On its face, the way freight brokerages make money can be confusing.
Freight brokerages don't own any trucks or trailers, nor do they employ drivers or possess a “truck in hand” for their customers. Yet you'll often hear that freight brokerages can have a significant impact on the health of supply chains and save shippers money.
But how can a third-party company have so much influence on a process they don't directly control? How can they turn a profit and save you money?
It's time to demystify freight brokers.
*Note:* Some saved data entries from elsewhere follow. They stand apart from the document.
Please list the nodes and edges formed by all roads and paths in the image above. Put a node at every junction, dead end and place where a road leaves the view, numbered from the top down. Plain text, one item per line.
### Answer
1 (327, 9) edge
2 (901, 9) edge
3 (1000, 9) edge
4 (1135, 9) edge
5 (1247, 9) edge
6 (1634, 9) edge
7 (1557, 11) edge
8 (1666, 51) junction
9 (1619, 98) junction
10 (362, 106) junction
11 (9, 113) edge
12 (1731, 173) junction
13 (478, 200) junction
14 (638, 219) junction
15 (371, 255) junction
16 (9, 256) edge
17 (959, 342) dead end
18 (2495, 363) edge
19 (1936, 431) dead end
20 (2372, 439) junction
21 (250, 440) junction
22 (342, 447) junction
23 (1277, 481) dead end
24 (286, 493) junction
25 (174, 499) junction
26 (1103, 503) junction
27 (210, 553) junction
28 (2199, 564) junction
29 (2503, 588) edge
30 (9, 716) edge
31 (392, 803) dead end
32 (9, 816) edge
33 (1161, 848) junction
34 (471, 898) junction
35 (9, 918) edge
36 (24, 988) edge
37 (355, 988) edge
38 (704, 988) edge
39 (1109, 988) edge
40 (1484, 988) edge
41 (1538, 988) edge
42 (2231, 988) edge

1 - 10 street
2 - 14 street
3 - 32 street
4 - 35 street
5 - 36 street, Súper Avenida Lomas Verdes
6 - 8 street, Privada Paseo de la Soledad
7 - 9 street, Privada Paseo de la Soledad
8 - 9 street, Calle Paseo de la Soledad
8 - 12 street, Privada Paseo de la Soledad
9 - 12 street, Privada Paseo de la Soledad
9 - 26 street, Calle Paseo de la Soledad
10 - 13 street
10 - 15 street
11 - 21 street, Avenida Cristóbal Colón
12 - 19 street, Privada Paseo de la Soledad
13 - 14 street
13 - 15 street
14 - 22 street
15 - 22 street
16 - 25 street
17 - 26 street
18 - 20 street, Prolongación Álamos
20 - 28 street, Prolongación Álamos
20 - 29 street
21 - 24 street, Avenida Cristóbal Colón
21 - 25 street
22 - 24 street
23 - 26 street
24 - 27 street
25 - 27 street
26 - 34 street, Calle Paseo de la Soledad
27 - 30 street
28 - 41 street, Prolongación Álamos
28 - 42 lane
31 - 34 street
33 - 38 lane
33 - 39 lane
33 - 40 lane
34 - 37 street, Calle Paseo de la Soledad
Anderson Trucking Service (ATS), we’ve been in the freight brokerage business through our subsidiary ATS Logistics since 1989.
After 30+ years of experience, we consider ourselves experts on all things freight brokering, and we're happy to pull back the curtain on the brokerage business model.
Don’t be surprised if, at the end of this blog, you’re far more comfortable spending your shipping dollars with the right brokerage. Let's dive in!
How Does a Freight Brokerage Make Money?
Freight brokers make their money in the margin between the amount they charge each shipper and what they pay the carrier for every shipment.
Although it varies from one transaction to the next, healthy freight brokers typically claim a net margin of 3-8 percent on each load.
However, a more complete answer to this question is a bit more complex. To truly understand how a freight brokerage makes money, we’ll have to take a step into the world of financial accounting.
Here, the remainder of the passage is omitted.